我連忙說:“我有什麽資格嫌棄你們倆?我一沒錢,二沒本事。你倆不嫌棄我,我都占便宜了。
隻要你們二老不煩就成,我會來的。”
“不煩!不煩!”大叔和大嬸異口同聲地。
“那,我來多了,三個哥哥和嫂嫂們會不會有意見?”我問。
“不會!他們多了個妹妹,高興還來不及呢!
要不,孩他娘,咱們和然丫頭認個幹親,讓她做我們的女兒吧?”
“行!
隻是,然丫頭,你願意嗎?”
大嬸輕聲問我,並盯著我看。
“我……我現在太窮!也沒錢給你們買禮物,就連來你們家抓豬仔都要賒賬,太不好意思了。”
我有些冏迫的說道。
“沒關係的!如果你有錢有本事,我們還不敢和你認幹親呢,哪裏敢張口讓你做我們的幹閨女?
我們都喜歡你,你不嫌棄我們就行了。
好了,不說了。
讓你大叔進豬圈抓豬仔吧。”
大嬸握了握我的手,似要給我力量!
“嬸兒,隻要我有空兒就會常來看您和叔。”
“嗯!好孩子。”
大嬸把我摟在懷裏,摟了又摟,才放開手。
豬圈,一共分開四個圈,有兩個圈裏分別圈養兩頭碩大的老母豬,跟門板似的那樣長。另外兩個圈裏,一圈是剛斷奶的幼豬仔,差不多有十幾到二十斤的樣子,有十二頭,被喂的皮毛紅彤彤的且油光水滑。
另一個圈裏有兩頭瘦弱的豬仔,是因為哺乳期豬仔生的過多乳頭少、總是搶不上豐盛的奶吃,造成營業不良。
豬販子來收豬時,十六頭豬仔,隻要十四個,餘下那兩個墊巴巴死活都不願意要。
那兩頭豬仔雖然長的尖瘦,但精神頭很好,每隻豬看上去也就二十多斤吧,也是因為長期吃不飽的原因吧,身上除了骨頭就剩皮,沒有肉。

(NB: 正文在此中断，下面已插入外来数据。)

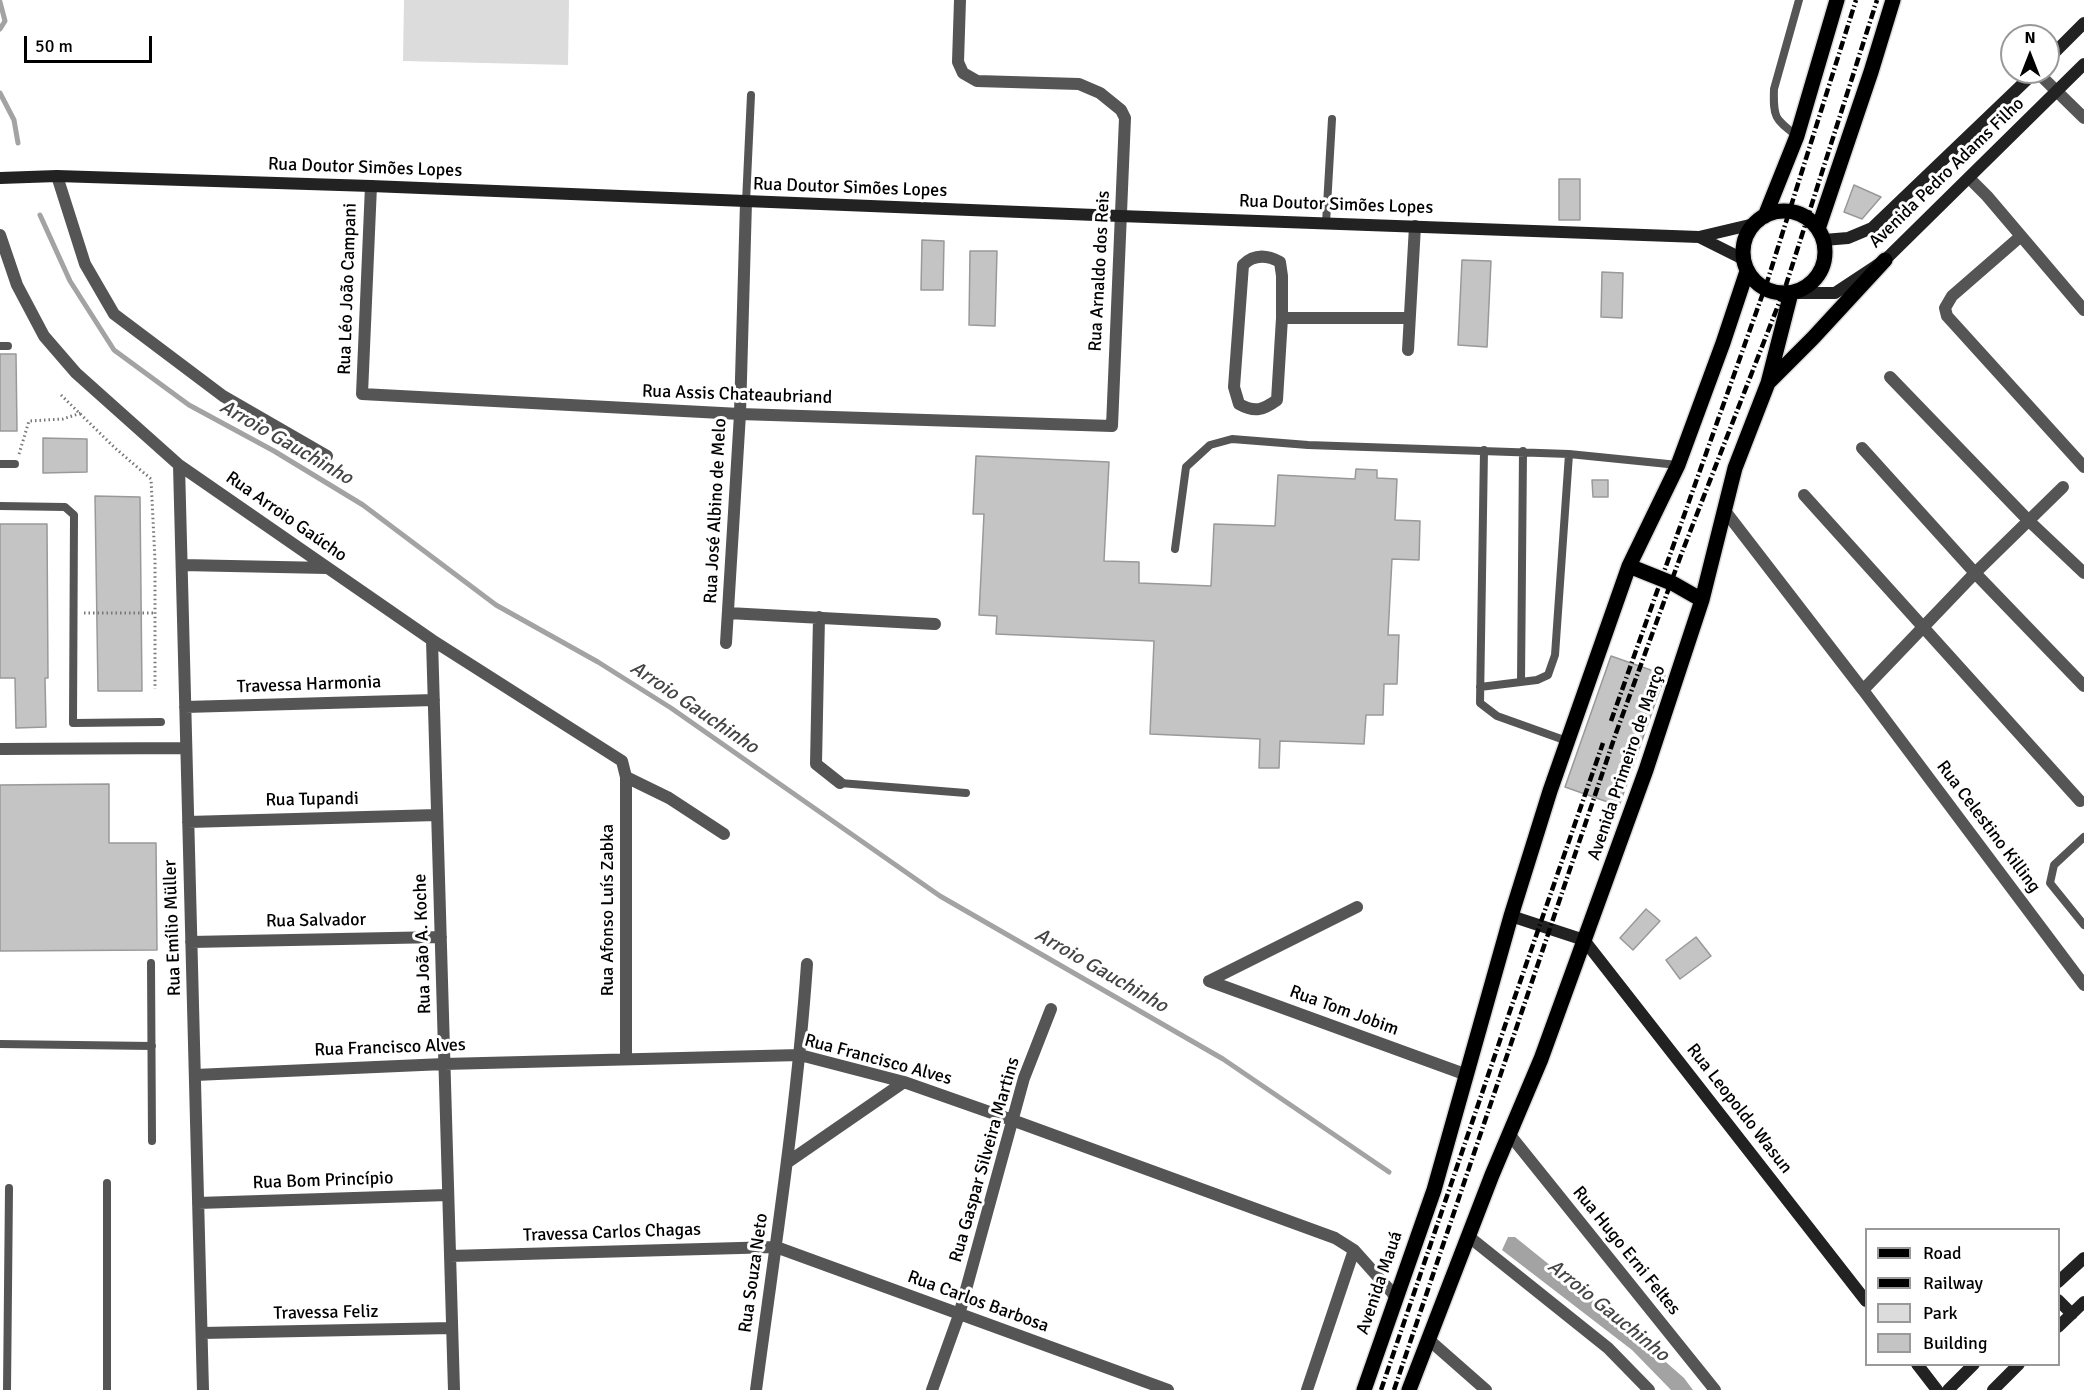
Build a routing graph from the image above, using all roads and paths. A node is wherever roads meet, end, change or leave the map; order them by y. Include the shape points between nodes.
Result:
1 (960, 0) edge
2 (1799, 0) edge
3 (1837, 0) edge
4 (1893, 0) edge
5 (2084, 23) edge
6 (2060, 47) edge
7 (2084, 63) edge
8 (2023, 84) edge
9 (2049, 84) edge
10 (2056, 91) junction
11 (751, 95) dead end
12 (2084, 118) edge
13 (1332, 119) dead end
14 (1797, 136) junction
15 (57, 176) junction
16 (0, 178) edge
17 (1969, 178) junction
18 (371, 186) junction
19 (746, 202) junction
20 (1120, 216) junction
21 (1759, 220) junction
22 (1326, 223) junction
23 (1415, 226) junction
24 (1821, 234) junction
25 (0, 235) edge
26 (2021, 236) junction
27 (1699, 237) junction
28 (1885, 260) junction
29 (1745, 265) junction
30 (1791, 293) junction
31 (2084, 310) edge
32 (1282, 318) junction
33 (1409, 318) junction
34 (1408, 350) dead end
35 (1890, 378) dead end
36 (1768, 383) junction
37 (362, 394) joint
38 (60, 395) dead end
39 (81, 413) junction
40 (740, 414) junction
41 (1112, 426) joint
42 (1862, 448) dead end
43 (1484, 450) junction
44 (1523, 451) junction
45 (1569, 454) junction
46 (327, 456) dead end
47 (0, 464) edge
48 (15, 464) joint
49 (179, 465) junction
50 (1678, 465) junction
51 (2083, 466) edge
52 (2063, 487) dead end
53 (1804, 495) dead end
54 (0, 506) edge
55 (1725, 511) junction
56 (2028, 520) junction
57 (1175, 549) dead end
58 (182, 565) junction
59 (1629, 566) junction
60 (328, 568) junction
61 (1975, 573) junction
62 (2084, 573) edge
63 (1702, 600) junction
64 (73, 613) junction
65 (154, 613) junction
66 (728, 613) junction
67 (819, 617) junction
68 (935, 624) dead end
69 (1923, 626) junction
70 (432, 640) junction
71 (726, 643) dead end
72 (1521, 682) junction
73 (2084, 686) edge
74 (1480, 687) junction
75 (154, 689) dead end
76 (1863, 690) junction
77 (434, 700) junction
78 (185, 707) junction
79 (161, 722) dead end
80 (1567, 741) junction
81 (186, 748) junction
82 (0, 749) edge
83 (622, 761) joint
84 (626, 777) junction
85 (840, 783) joint
86 (966, 793) dead end
87 (2080, 801) dead end
88 (437, 815) junction
89 (188, 822) junction
90 (724, 834) dead end
91 (2084, 837) edge
92 (1357, 907) dead end
93 (1511, 916) junction
94 (2084, 925) edge
95 (441, 937) junction
96 (1584, 940) junction
97 (191, 942) junction
98 (151, 963) dead end
99 (807, 964) dead end
100 (2084, 985) edge
101 (1051, 1009) dead end
102 (0, 1044) edge
103 (152, 1046) junction
104 (800, 1055) junction
105 (626, 1059) junction
106 (444, 1064) junction
107 (195, 1075) junction
108 (1467, 1075) junction
109 (904, 1082) junction
110 (1012, 1120) junction
111 (1510, 1135) junction
112 (152, 1141) dead end
113 (788, 1162) junction
114 (106, 1183) dead end
115 (9, 1188) dead end
116 (448, 1195) junction
117 (198, 1203) junction
118 (1468, 1236) junction
119 (776, 1246) junction
120 (1354, 1250) junction
121 (450, 1256) junction
122 (2084, 1258) edge
123 (2060, 1280) edge
124 (1396, 1297) junction
125 (1865, 1299) edge
126 (2060, 1302) edge
127 (2084, 1302) edge
128 (2072, 1314) junction
129 (959, 1315) junction
130 (2060, 1325) edge
131 (452, 1328) junction
132 (202, 1333) junction
133 (1428, 1339) junction
134 (1918, 1366) edge
135 (1973, 1366) edge
136 (2018, 1366) edge
137 (7, 1390) edge
138 (107, 1390) edge
139 (203, 1390) edge
140 (453, 1390) edge
141 (756, 1390) edge
142 (932, 1390) edge
143 (1168, 1390) edge
144 (1307, 1390) edge
145 (1364, 1390) edge
146 (1409, 1390) edge
147 (1486, 1390) edge
148 (1649, 1390) edge
149 (1715, 1390) edge
150 (1937, 1390) edge
151 (1947, 1390) edge
152 (1993, 1390) edge

1 - 20 street, Rua Arnaldo dos Reis via 958,62 963,73 977,81 1079,84 1100,93 1121,110 1125,118
2 - 14 lane via 1773,103 1777,120
3 - 14 main road
4 - 24 main road
5 - 6 main road
7 - 10 main road, Avenida Pedro Adams Filho
8 - 24 main road, Avenida Pedro Adams Filho via 1872,228 1848,238
9 - 10 street
10 - 12 street
10 - 17 main road, Avenida Pedro Adams Filho
11 - 19 lane
13 - 22 lane
14 - 21 main road
15 - 16 main road, Rua Doutor Simões Lopes
15 - 18 main road, Rua Doutor Simões Lopes
15 - 46 street via 85,264 114,314 223,396
17 - 26 street
17 - 28 main road, Avenida Pedro Adams Filho
18 - 19 main road, Rua Doutor Simões Lopes
18 - 37 street, Rua Léo João Campani
19 - 20 main road, Rua Doutor Simões Lopes
19 - 40 street, Rua José Albino de Melo
20 - 22 main road, Rua Doutor Simões Lopes
20 - 41 street, Rua Arnaldo dos Reis
21 - 24 main road via 1788,211 1810,220
21 - 27 main road, Rua Doutor Simões Lopes
21 - 29 main road via 1743,246
22 - 23 main road, Rua Doutor Simões Lopes
23 - 27 main road, Rua Doutor Simões Lopes
23 - 33 street
24 - 30 main road via 1826,252 1820,274 1803,289
25 - 49 street, Rua Arroio Gaúcho via 17,285 44,336 76,373
26 - 31 street
26 - 51 street via 1952,296 1945,308 1947,316
27 - 29 main road, Rua Doutor Simões Lopes
28 - 30 main road, Avenida Pedro Adams Filho via 1835,293
28 - 36 main road
29 - 30 main road via 1765,290
29 - 50 main road via 1723,343
30 - 36 main road, Avenida Primeiro de Março
32 - 32 street via 1277,400 1264,409 1247,408 1239,404 1234,387 1247,261 1269,256 1280,261
32 - 33 street
33 - 34 street
35 - 56 street
36 - 55 main road, Avenida Primeiro de Março via 1735,468
37 - 40 street, Rua Assis Chateaubriand
38 - 39 path
39 - 48 path via 63,419 29,421
39 - 65 path via 151,479
40 - 41 street, Rua Assis Chateaubriand
40 - 66 street, Rua José Albino de Melo
42 - 61 street
43 - 44 lane
43 - 57 lane via 1232,439 1210,445 1186,466
43 - 74 lane
44 - 45 lane
44 - 72 lane
45 - 50 lane
45 - 72 lane via 1555,655 1548,675
47 - 48 lane
49 - 58 street, Rua Emílio Müller
49 - 60 street, Rua Arroio Gaúcho
50 - 59 main road
52 - 56 street
53 - 69 street
54 - 64 lane via 65,507 74,515
55 - 63 main road, Avenida Primeiro de Março
55 - 76 street, Rua Celestino Killing
56 - 61 street
56 - 62 street
58 - 60 street
58 - 78 street, Rua Emílio Müller
59 - 63 main road
59 - 80 main road
60 - 70 street, Rua Arroio Gaúcho
61 - 69 street
61 - 73 street
63 - 96 main road, Avenida Primeiro de Março
64 - 65 path
64 - 79 lane via 73,723
65 - 75 path
66 - 67 street
66 - 71 street, Rua José Albino de Melo
67 - 68 street
67 - 85 street via 816,764
69 - 76 street
69 - 87 street
70 - 77 street, Rua João A. Koche
70 - 83 street, Rua Arroio Gaúcho
72 - 74 lane
74 - 80 lane via 1480,703 1497,716
76 - 100 street, Rua Celestino Killing
77 - 78 street, Travessa Harmonia
77 - 88 street, Rua João A. Koche
78 - 81 street, Rua Emílio Müller
80 - 93 main road
81 - 82 street
81 - 89 street, Rua Emílio Müller
83 - 84 street, Rua Afonso Luís Zabka
84 - 90 street via 669,798
84 - 105 street, Rua Afonso Luís Zabka
85 - 86 lane
88 - 89 street, Rua Tupandi
88 - 95 street, Rua João A. Koche
89 - 97 street, Rua Emílio Müller
91 - 94 lane via 2054,865 2050,883
92 - 108 street, Rua Tom Jobim via 1209,981
93 - 96 main road
93 - 108 main road
95 - 97 street, Rua Salvador
95 - 106 street, Rua João A. Koche
96 - 111 main road, Avenida Primeiro de Março
96 - 125 main road, Rua Leopoldo Wasun
97 - 107 street, Rua Emílio Müller
98 - 103 lane
99 - 104 street, Rua Souza Neto
101 - 110 street, Rua Gaspar Silveira Martins
102 - 103 lane
103 - 112 lane
104 - 105 street, Rua Francisco Alves
104 - 109 street, Rua Francisco Alves
104 - 113 street, Rua Souza Neto
105 - 106 street, Rua Francisco Alves
106 - 107 street, Rua Francisco Alves
106 - 116 street, Rua João A. Koche
107 - 117 street, Rua Emílio Müller
108 - 124 main road, Avenida Mauá via 1434,1190
109 - 110 street, Rua Francisco Alves
109 - 113 street
110 - 120 street, Rua Francisco Alves via 1335,1238
110 - 129 street, Rua Gaspar Silveira Martins
111 - 118 main road, Avenida Primeiro de Março
111 - 149 street, Rua Hugo Erni Feltes
113 - 119 street, Rua Souza Neto
114 - 138 lane
115 - 137 lane
116 - 117 street, Rua Bom Princípio
116 - 121 street, Rua João A. Koche
117 - 132 street, Rua Emílio Müller
118 - 133 main road
118 - 148 street via 1608,1348
119 - 121 street, Travessa Carlos Chagas
119 - 129 street, Rua Carlos Barbosa
119 - 141 street, Rua Souza Neto
120 - 124 street, Rua Francisco Alves
120 - 144 street, Avenida Mauá
121 - 131 street, Rua João A. Koche
122 - 123 main road
124 - 145 main road, Avenida Mauá
126 - 128 main road
127 - 128 main road
128 - 130 main road
129 - 142 street, Rua Gaspar Silveira Martins
129 - 143 street, Rua Carlos Barbosa
131 - 132 street, Travessa Feliz
131 - 140 street, Rua João A. Koche
132 - 139 street, Rua Emílio Müller
133 - 146 main road
133 - 147 street
134 - 150 main road
135 - 151 main road
136 - 152 main road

豬仔出欄已有兩日了,餘下這兩頭,大叔沒有再喂配合飼料,豬槽裏的豬食是昨日買的髒麵,用開水衝燙的,裏麵摻雜有少許的糠料。
猛一下換了口味,兩隻瘦弱豬仔不太喜歡吃。
那半截的小尾巴在不停地搖啊搖,看到來人還不停在圈裏撒著歡兒轉圈圈,還“哼哼”的叫著。
難道是想逗主人開心?求賞賜?求吃配合飼料?
真是萬物都有靈性,隻是不會人類語言而已。
忽然腦海裏閃現一個話題,若我餵了他們,將來某一天,它們都成了大肥豬,該到出欄之日,也求我別賣它們,該怎麽辦?
我……想多了。
喂豬不就是為了賺錢嗎?不賣難道要養它到老!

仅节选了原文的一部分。